Your Business May Be A Martial Asset

Family law in Colorado presumes that a business that began or grew during the marriage has a marital value that must be determined and considered when dividing the marital estate.

While the Court has discretion to determine current values at the time of divorce, the Court must also consider the contribution of each spouse to acquiring the asset.

C.R.S. 14-10-113 (1)(a) specifically reads:

(1)  In a proceeding for dissolution of marriage or in a proceeding for legal separation or in a proceeding for disposition of property following the previous dissolution of marriage by a court which at the time of the prior dissolution of the marriage lacked personal jurisdiction over the absent spouse or lacked jurisdiction to dispose of the property, the court, subject to the provisions of subsection (7) of this section, shall set apart to each spouse his or her property and shall divide the marital property, without regard to marital misconduct, in such proportions as the court deems just after considering all relevant factors including:

  1. The contribution of each spouse to the acquisition of the marital property, including the contribution of a spouse as homemaker.

What are clients to do when the statute itself creates confusion?  The Court has to determine a current value, but must also consider the contribution of each spouse to that value.
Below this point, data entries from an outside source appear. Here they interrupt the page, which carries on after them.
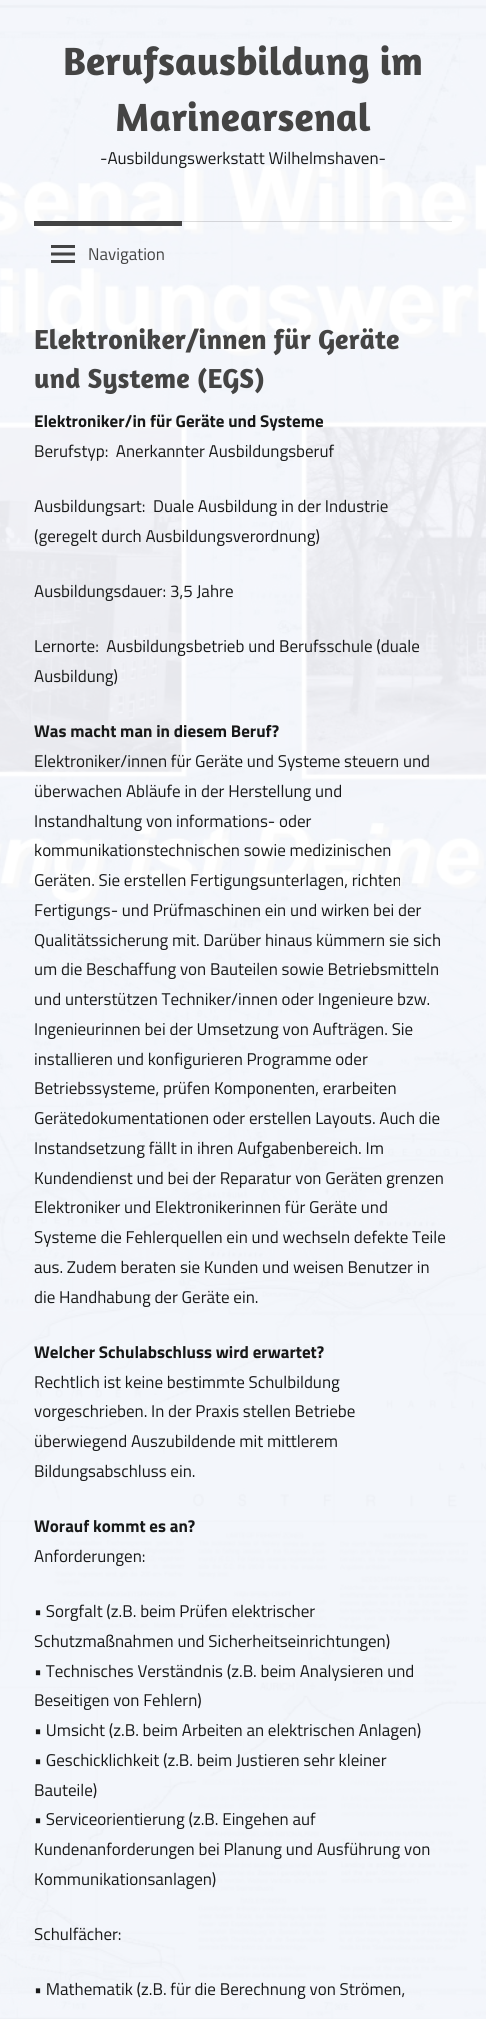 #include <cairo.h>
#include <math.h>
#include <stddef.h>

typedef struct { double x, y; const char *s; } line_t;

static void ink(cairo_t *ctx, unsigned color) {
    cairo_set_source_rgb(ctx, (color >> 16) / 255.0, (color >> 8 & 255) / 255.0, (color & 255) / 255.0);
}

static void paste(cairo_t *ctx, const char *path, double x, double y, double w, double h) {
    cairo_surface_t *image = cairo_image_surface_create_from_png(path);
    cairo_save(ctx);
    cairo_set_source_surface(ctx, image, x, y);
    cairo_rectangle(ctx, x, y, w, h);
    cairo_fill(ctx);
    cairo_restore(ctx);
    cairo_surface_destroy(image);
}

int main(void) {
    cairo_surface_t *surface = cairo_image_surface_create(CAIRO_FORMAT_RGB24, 486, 2019);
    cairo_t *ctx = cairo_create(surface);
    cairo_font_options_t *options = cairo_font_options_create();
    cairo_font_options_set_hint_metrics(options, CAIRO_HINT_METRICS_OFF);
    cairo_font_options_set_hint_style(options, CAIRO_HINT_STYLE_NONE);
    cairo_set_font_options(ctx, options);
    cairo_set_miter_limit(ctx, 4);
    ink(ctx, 0xFFFFFF);
    cairo_paint(ctx);
    paste(ctx, "media/1.png", 0, 0, 486, 2019);
    cairo_select_font_face(ctx, "Amaranth", CAIRO_FONT_SLANT_NORMAL, CAIRO_FONT_WEIGHT_BOLD);
    cairo_set_font_size(ctx, 40);
    ink(ctx, 0x444444);
    cairo_move_to(ctx, 63, 75);
    cairo_show_text(ctx, "Berufsausbildung im");
    cairo_move_to(ctx, 115, 131);
    cairo_show_text(ctx, "Marinearsenal");
    cairo_select_font_face(ctx, "Titillium Web", CAIRO_FONT_SLANT_NORMAL, CAIRO_FONT_WEIGHT_NORMAL);
    cairo_set_font_size(ctx, 17);
    ink(ctx, 0x181919);
    cairo_move_to(ctx, 100, 164);
    cairo_show_text(ctx, "-Ausbildungswerkstatt Wilhelmshaven-");
    cairo_set_source_rgba(ctx, 0, 0, 0, 0.14);
    cairo_rectangle(ctx, 34, 221, 418, 1);
    cairo_fill(ctx);
    cairo_set_source_rgba(ctx, 0.188, 0.188, 0.188, 0.9);
    cairo_rectangle(ctx, 34, 221, 148, 5);
    cairo_fill(ctx);
    paste(ctx, "media/2.png", 51, 245, 24, 18);
    ink(ctx, 0x444444);
    cairo_move_to(ctx, 88, 260);
    cairo_show_text(ctx, "Navigation");
    cairo_select_font_face(ctx, "Amaranth", CAIRO_FONT_SLANT_NORMAL, CAIRO_FONT_WEIGHT_BOLD);
    cairo_set_font_size(ctx, 28);
    cairo_move_to(ctx, 34, 349);
    cairo_show_text(ctx, "Elektroniker/innen für Geräte");
    cairo_move_to(ctx, 34, 388);
    cairo_show_text(ctx, "und Systeme (EGS)");
    cairo_select_font_face(ctx, "Titillium Web", CAIRO_FONT_SLANT_NORMAL, CAIRO_FONT_WEIGHT_BOLD);
    cairo_set_font_size(ctx, 17);
    ink(ctx, 0x181919);
    cairo_move_to(ctx, 34, 427);
    cairo_show_text(ctx, "Elektroniker/in für Geräte und Systeme");
    cairo_select_font_face(ctx, "Titillium Web", CAIRO_FONT_SLANT_NORMAL, CAIRO_FONT_WEIGHT_NORMAL);
    {
        static const line_t items[] = {
            {34, 457, "Berufstyp:  Anerkannter Ausbildungsberuf"},
            {34, 512, "Ausbildungsart:  Duale Ausbildung in der Industrie"},
            {34, 542, "(geregelt durch Ausbildungsverordnung)"},
            {34, 597, "Ausbildungsdauer: 3,5 Jahre"},
            {34, 652, "Lernorte:  Ausbildungsbetrieb und Berufsschule (duale"},
            {34, 682, "Ausbildung)"},
        };
        for (size_t i = 0; i < sizeof items / sizeof *items; i++) {
            cairo_move_to(ctx, items[i].x, items[i].y);
            cairo_show_text(ctx, items[i].s);
        }
    }
    cairo_select_font_face(ctx, "Titillium Web", CAIRO_FONT_SLANT_NORMAL, CAIRO_FONT_WEIGHT_BOLD);
    cairo_move_to(ctx, 34, 737);
    cairo_show_text(ctx, "Was macht man in diesem Beruf?");
    cairo_select_font_face(ctx, "Titillium Web", CAIRO_FONT_SLANT_NORMAL, CAIRO_FONT_WEIGHT_NORMAL);
    {
        static const line_t items[] = {
            {34, 767, "Elektroniker/innen für Geräte und Systeme steuern und"},
            {34, 797, "überwachen Abläufe in der Herstellung und"},
            {34, 827, "Instandhaltung von informations- oder"},
            {34, 856, "kommunikationstechnischen sowie medizinischen"},
            {34, 886, "Geräten. Sie erstellen Fertigungsunterlagen, richten"},
            {34, 916, "Fertigungs- und Prüfmaschinen ein und wirken bei der"},
            {34, 946, "Qualitätssicherung mit. Darüber hinaus kümmern sie sich"},
            {34, 975, "um die Beschaffung von Bauteilen sowie Betriebsmitteln"},
            {34, 1005, "und unterstützen Techniker/innen oder Ingenieure bzw."},
            {34, 1035, "Ingenieurinnen bei der Umsetzung von Aufträgen. Sie"},
            {34, 1065, "installieren und konfigurieren Programme oder"},
            {34, 1094, "Betriebssysteme, prüfen Komponenten, erarbeiten"},
            {34, 1124, "Gerätedokumentationen oder erstellen Layouts. Auch die"},
            {34, 1154, "Instandsetzung fällt in ihren Aufgabenbereich. Im"},
            {34, 1184, "Kundendienst und bei der Reparatur von Geräten grenzen"},
            {34, 1213, "Elektroniker und Elektronikerinnen für Geräte und"},
            {34, 1243, "Systeme die Fehlerquellen ein und wechseln defekte Teile"},
            {34, 1273, "aus. Zudem beraten sie Kunden und weisen Benutzer in"},
            {34, 1303, "die Handhabung der Geräte ein."},
        };
        for (size_t i = 0; i < sizeof items / sizeof *items; i++) {
            cairo_move_to(ctx, items[i].x, items[i].y);
            cairo_show_text(ctx, items[i].s);
        }
    }
    cairo_select_font_face(ctx, "Titillium Web", CAIRO_FONT_SLANT_NORMAL, CAIRO_FONT_WEIGHT_BOLD);
    cairo_move_to(ctx, 34, 1358);
    cairo_show_text(ctx, "Welcher Schulabschluss wird erwartet?");
    cairo_select_font_face(ctx, "Titillium Web", CAIRO_FONT_SLANT_NORMAL, CAIRO_FONT_WEIGHT_NORMAL);
    {
        static const line_t items[] = {
            {34, 1388, "Rechtlich ist keine bestimmte Schulbildung"},
            {34, 1417, "vorgeschrieben. In der Praxis stellen Betriebe"},
            {34, 1447, "überwiegend Auszubildende mit mittlerem"},
            {34, 1477, "Bildungsabschluss ein."},
        };
        for (size_t i = 0; i < sizeof items / sizeof *items; i++) {
            cairo_move_to(ctx, items[i].x, items[i].y);
            cairo_show_text(ctx, items[i].s);
        }
    }
    cairo_select_font_face(ctx, "Titillium Web", CAIRO_FONT_SLANT_NORMAL, CAIRO_FONT_WEIGHT_BOLD);
    cairo_move_to(ctx, 34, 1532);
    cairo_show_text(ctx, "Worauf kommt es an?");
    cairo_select_font_face(ctx, "Titillium Web", CAIRO_FONT_SLANT_NORMAL, CAIRO_FONT_WEIGHT_NORMAL);
    {
        static const line_t items[] = {
            {34, 1562, "Anforderungen:"},
            {34, 1617, "• Sorgfalt (z.B. beim Prüfen elektrischer"},
            {34, 1647, "Schutzmaßnahmen und Sicherheitseinrichtungen)"},
            {34, 1677, "• Technisches Verständnis (z.B. beim Analysieren und"},
            {34, 1706, "Beseitigen von Fehlern)"},
            {34, 1736, "• Umsicht (z.B. beim Arbeiten an elektrischen Anlagen)"},
            {34, 1766, "• Geschicklichkeit (z.B. beim Justieren sehr kleiner"},
            {34, 1796, "Bauteile)"},
            {34, 1825, "• Serviceorientierung (z.B. Eingehen auf"},
            {34, 1855, "Kundenanforderungen bei Planung und Ausführung von"},
            {34, 1885, "Kommunikationsanlagen)"},
            {34, 1940, "Schulfächer:"},
            {34, 1995, "• Mathematik (z.B. für die Berechnung von Strömen,"},
        };
        for (size_t i = 0; i < sizeof items / sizeof *items; i++) {
            cairo_move_to(ctx, items[i].x, items[i].y);
            cairo_show_text(ctx, items[i].s);
        }
    }
    cairo_surface_write_to_png(surface, "image.png");
    cairo_font_options_destroy(options);
    cairo_destroy(ctx);
    cairo_surface_destroy(surface);
    return 0;
}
Doctor and wife separate soon after filing for divorce. They live separately, parent separately and have nothing to do with one another although still legally married and unable to negotiate settlement. Over a year later they still aren’t divorced. What date is fair and equitable to determine the business value?
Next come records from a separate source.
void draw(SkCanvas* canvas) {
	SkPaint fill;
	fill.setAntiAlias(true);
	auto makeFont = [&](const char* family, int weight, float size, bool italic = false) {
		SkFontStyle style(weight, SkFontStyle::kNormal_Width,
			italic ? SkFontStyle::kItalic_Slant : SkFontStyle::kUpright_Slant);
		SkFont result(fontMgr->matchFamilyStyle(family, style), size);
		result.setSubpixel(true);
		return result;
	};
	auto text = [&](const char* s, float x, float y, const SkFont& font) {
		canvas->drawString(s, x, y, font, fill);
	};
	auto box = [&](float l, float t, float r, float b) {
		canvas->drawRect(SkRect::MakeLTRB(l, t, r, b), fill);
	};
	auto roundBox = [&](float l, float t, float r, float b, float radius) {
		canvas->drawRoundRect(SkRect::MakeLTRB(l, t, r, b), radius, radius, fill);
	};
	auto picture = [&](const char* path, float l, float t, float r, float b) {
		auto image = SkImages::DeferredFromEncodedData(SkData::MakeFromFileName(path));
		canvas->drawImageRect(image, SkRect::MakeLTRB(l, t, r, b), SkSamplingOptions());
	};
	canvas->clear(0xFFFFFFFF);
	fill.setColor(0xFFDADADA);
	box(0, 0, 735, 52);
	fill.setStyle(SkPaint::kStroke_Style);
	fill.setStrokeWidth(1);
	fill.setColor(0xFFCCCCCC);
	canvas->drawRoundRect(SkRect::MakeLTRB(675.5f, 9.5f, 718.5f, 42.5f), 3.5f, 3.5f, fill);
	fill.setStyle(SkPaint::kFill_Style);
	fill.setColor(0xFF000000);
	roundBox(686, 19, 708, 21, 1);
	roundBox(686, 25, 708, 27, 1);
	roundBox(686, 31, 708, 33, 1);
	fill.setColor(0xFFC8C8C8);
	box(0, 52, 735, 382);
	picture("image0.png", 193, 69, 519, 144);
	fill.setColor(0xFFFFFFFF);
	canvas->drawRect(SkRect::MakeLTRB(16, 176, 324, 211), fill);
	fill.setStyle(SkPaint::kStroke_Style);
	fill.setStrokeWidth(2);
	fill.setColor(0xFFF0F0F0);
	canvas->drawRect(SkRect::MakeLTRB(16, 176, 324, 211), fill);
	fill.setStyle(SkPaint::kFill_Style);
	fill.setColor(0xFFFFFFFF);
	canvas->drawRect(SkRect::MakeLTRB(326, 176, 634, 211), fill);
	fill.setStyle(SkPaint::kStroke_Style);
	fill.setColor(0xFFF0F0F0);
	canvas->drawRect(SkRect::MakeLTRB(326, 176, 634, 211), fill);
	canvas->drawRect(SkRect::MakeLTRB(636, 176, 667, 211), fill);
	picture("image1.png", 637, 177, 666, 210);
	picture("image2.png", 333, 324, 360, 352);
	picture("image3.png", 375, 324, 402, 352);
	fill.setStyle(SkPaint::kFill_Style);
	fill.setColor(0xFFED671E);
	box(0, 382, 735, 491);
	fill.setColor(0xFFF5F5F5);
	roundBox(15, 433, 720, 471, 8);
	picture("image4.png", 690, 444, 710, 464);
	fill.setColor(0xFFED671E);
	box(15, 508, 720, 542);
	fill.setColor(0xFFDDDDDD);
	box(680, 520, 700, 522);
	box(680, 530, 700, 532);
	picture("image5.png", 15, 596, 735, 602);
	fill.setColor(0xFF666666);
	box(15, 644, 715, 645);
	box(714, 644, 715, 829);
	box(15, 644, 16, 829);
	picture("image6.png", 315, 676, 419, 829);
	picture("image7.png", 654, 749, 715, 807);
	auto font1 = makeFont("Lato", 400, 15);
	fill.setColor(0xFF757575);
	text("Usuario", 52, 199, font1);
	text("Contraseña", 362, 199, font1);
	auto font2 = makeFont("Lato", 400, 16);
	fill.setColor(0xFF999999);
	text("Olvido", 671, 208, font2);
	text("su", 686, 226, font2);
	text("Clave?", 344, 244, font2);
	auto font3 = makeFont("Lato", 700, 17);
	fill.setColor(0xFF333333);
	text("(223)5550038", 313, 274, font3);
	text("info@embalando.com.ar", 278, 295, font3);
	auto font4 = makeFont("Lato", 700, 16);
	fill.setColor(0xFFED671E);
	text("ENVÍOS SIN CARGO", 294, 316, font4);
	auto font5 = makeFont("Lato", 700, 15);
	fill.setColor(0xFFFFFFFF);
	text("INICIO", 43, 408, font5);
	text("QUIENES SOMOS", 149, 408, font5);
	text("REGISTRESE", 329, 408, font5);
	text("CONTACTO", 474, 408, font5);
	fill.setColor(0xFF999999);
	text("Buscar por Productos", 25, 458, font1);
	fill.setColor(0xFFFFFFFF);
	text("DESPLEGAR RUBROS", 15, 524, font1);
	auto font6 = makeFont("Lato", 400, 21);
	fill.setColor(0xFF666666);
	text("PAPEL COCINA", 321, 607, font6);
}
Client with marijuana business wants his divorce final before the business is valued by new investors.  Clients don’t live together and determined the parenting plan months before. Court can’t offer a court date for the permanent orders hearing until six months from now.  What date should the court use? What’s legal? What fair and equitable? How are such concepts so different?!

How Should Your Business Be Valued?

Experts usually rely upon three common methods to determine a business value.

  1. Cost: The market value of underlying assets, the adjusted book value;
  2. Market: Compare the business with exchanges of comparable business; or
  3. Income: Estimate the value by considering the income on cash flow to the prospective buyer.

Here are links from 2 business appraisers to better understand how they do it.

  1. https://www.mbappraisers.com/valuation-for-divorce
  2. https://www.watsoncpagroup.com/divorce-business-valuations/

Family Law professionals must find a better way.  There are ways to help make the process of business valuations more time-efficient and cost-effective.


Before clients pay thousands for a business valuation, the parties should agree or the court should determine the following:

What is the date certain for determination of value?

Colorado law requires that we value assets as the date of the decree, or when the divorce is final. However, between the time needed for the expert report to be issued, a rebuttal report to be tendered, the time to then attempt to negotiate settlement and then be heard by the court if the parties still don’t agree, means by the time the parties actually get to court, the determined values may be outdated.

What method should the experts use to determine the business value?

Money and time will be saved if the parties would first talk to the experts about the specific business and what method is likely to be used.  If the experts don’t initially agree on the method, then the Court should permit a brief hearing on this specific issue and make the determination before the parties spend thousands and waste months of their life waiting to possibly have more to fight about instead of resolve.

While no one is disputing the necessity of business valuations during divorce, we need to reign it in.  By pre-determining a method to be used, a date certain for the valuation so experts are reviewing the same information, and hard deadlines for reports to be completed and the Court to hear the matter, clients will save time and money.